INFORMATION SUPPLIED: Begin
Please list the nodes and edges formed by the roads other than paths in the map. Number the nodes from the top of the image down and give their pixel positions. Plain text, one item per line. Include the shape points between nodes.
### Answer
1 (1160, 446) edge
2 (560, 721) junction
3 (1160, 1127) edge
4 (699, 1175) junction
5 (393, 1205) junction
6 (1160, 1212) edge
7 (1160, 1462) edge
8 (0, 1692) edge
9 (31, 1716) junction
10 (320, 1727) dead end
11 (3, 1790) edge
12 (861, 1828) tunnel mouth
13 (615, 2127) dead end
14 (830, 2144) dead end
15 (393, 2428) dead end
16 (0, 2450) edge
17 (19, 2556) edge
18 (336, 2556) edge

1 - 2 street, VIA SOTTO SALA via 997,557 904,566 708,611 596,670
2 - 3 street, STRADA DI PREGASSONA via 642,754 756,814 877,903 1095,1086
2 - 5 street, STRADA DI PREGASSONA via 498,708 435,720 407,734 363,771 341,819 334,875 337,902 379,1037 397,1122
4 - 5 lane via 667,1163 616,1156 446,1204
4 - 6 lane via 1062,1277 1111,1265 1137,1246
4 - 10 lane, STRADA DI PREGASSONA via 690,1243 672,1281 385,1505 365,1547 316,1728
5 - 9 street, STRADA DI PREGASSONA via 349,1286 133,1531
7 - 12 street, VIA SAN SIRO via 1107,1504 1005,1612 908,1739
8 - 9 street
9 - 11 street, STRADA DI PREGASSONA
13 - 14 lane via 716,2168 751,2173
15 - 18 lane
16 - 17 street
INFORMATION SUPPLIED: End
§ **PROBLEM STATEMENT**
With nothing omitted, set down all of the records again.

§ **WRITTEN REPLY**
Please list the nodes and edges formed by the roads other than paths in the map. Number the nodes from the top of the image down and give their pixel positions. Plain text, one item per line. Include the shape points between nodes.
### Answer
1 (1160, 446) edge
2 (560, 721) junction
3 (1160, 1127) edge
4 (699, 1175) junction
5 (393, 1205) junction
6 (1160, 1212) edge
7 (1160, 1462) edge
8 (0, 1692) edge
9 (31, 1716) junction
10 (320, 1727) dead end
11 (3, 1790) edge
12 (861, 1828) tunnel mouth
13 (615, 2127) dead end
14 (830, 2144) dead end
15 (393, 2428) dead end
16 (0, 2450) edge
17 (19, 2556) edge
18 (336, 2556) edge

1 - 2 street, VIA SOTTO SALA via 997,557 904,566 708,611 596,670
2 - 3 street, STRADA DI PREGASSONA via 642,754 756,814 877,903 1095,1086
2 - 5 street, STRADA DI PREGASSONA via 498,708 435,720 407,734 363,771 341,819 334,875 337,902 379,1037 397,1122
4 - 5 lane via 667,1163 616,1156 446,1204
4 - 6 lane via 1062,1277 1111,1265 1137,1246
4 - 10 lane, STRADA DI PREGASSONA via 690,1243 672,1281 385,1505 365,1547 316,1728
5 - 9 street, STRADA DI PREGASSONA via 349,1286 133,1531
7 - 12 street, VIA SAN SIRO via 1107,1504 1005,1612 908,1739
8 - 9 street
9 - 11 street, STRADA DI PREGASSONA
13 - 14 lane via 716,2168 751,2173
15 - 18 lane
16 - 17 street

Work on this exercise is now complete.